Since 2012, DEC has balanced the need to decarbonize the energy it delivers to members with its goal of keeping electric costs affordable for members. The Co-op was the first utility in the state to build and own its own solar energy farm. The nearly 40-acre Bruce A. Henry Solar Farm near Georgetown has been providing members with renewable energy since 2012.  In January 2022, the utility announced that seven new utility-scale solar projects would begin generating clean energy for members by 2024. The Co-op continues to rely on a diversified mix of energy sources, including solar, wind, landfill gas, coal, nuclear and natural gas to provide reliable power to more than 112,000 homes and businesses.
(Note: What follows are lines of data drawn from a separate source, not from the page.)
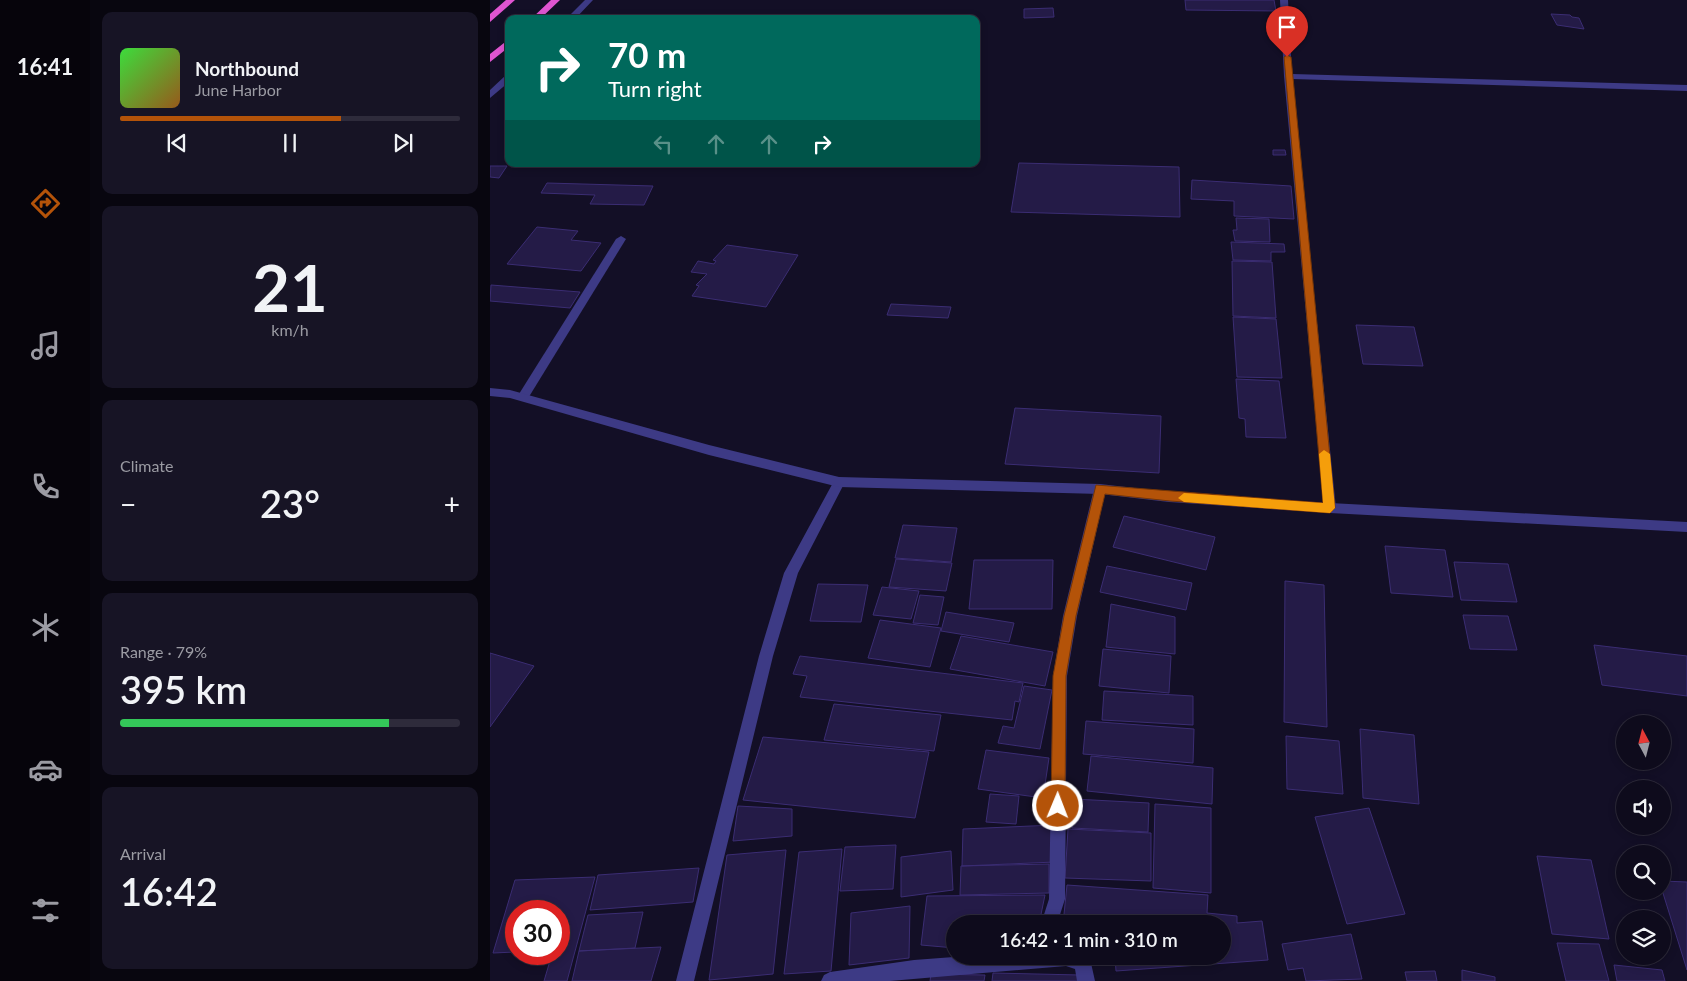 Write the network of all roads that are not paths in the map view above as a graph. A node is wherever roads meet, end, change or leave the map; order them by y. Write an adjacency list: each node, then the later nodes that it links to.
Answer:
1 (511, 0): 7 (highway)
2 (556, 0): 5 (highway)
3 (589, 0): 6 (street)
4 (1284, 0): 10 (street)
5 (539, 15)
6 (574, 15)
7 (490, 19)
8 (505, 46): 9 (highway)
9 (490, 60)
10 (1288, 76): 12 (street); 19 (street)
11 (505, 81): 13 (street)
12 (1687, 88)
13 (490, 95)
14 (621, 239): 16 (lane)
15 (490, 392): 16 (street)
16 (523, 397): 17 (street)
17 (839, 482): 18 (street); 24 (street)
18 (1100, 489): 19 (street); 21 (street)
19 (1330, 508): 20 (street)
20 (1687, 527)
21 (1052, 915)
22 (956, 965): 25 (street)
23 (1082, 965): 26 (street)
24 (685, 981)
25 (830, 981)
26 (1086, 981)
Through investments in renewable energy and various efficiency programs, the co-op has reduced its carbon footprint by 46 percent since 2005.

== SmartHub App ==
By signing up for a DEC SmartHub account, members can access their DEC account information from the comfort of their home computer or while on-the-go from their mobile device. To sign up, members can click the “New User” link below the account login field on the DEC website’s home page. They will then be prompted to fill in the necessary information to complete their account. Members can also download the SmartHub app on their phone or smart device to view their account information or report an outage. To download, members must visit the app store on their mobile device and download the “DEC Connect” app. Then, they can login in with the credentials they chose when creating their account, or if they are a new user, they can create an account using the app.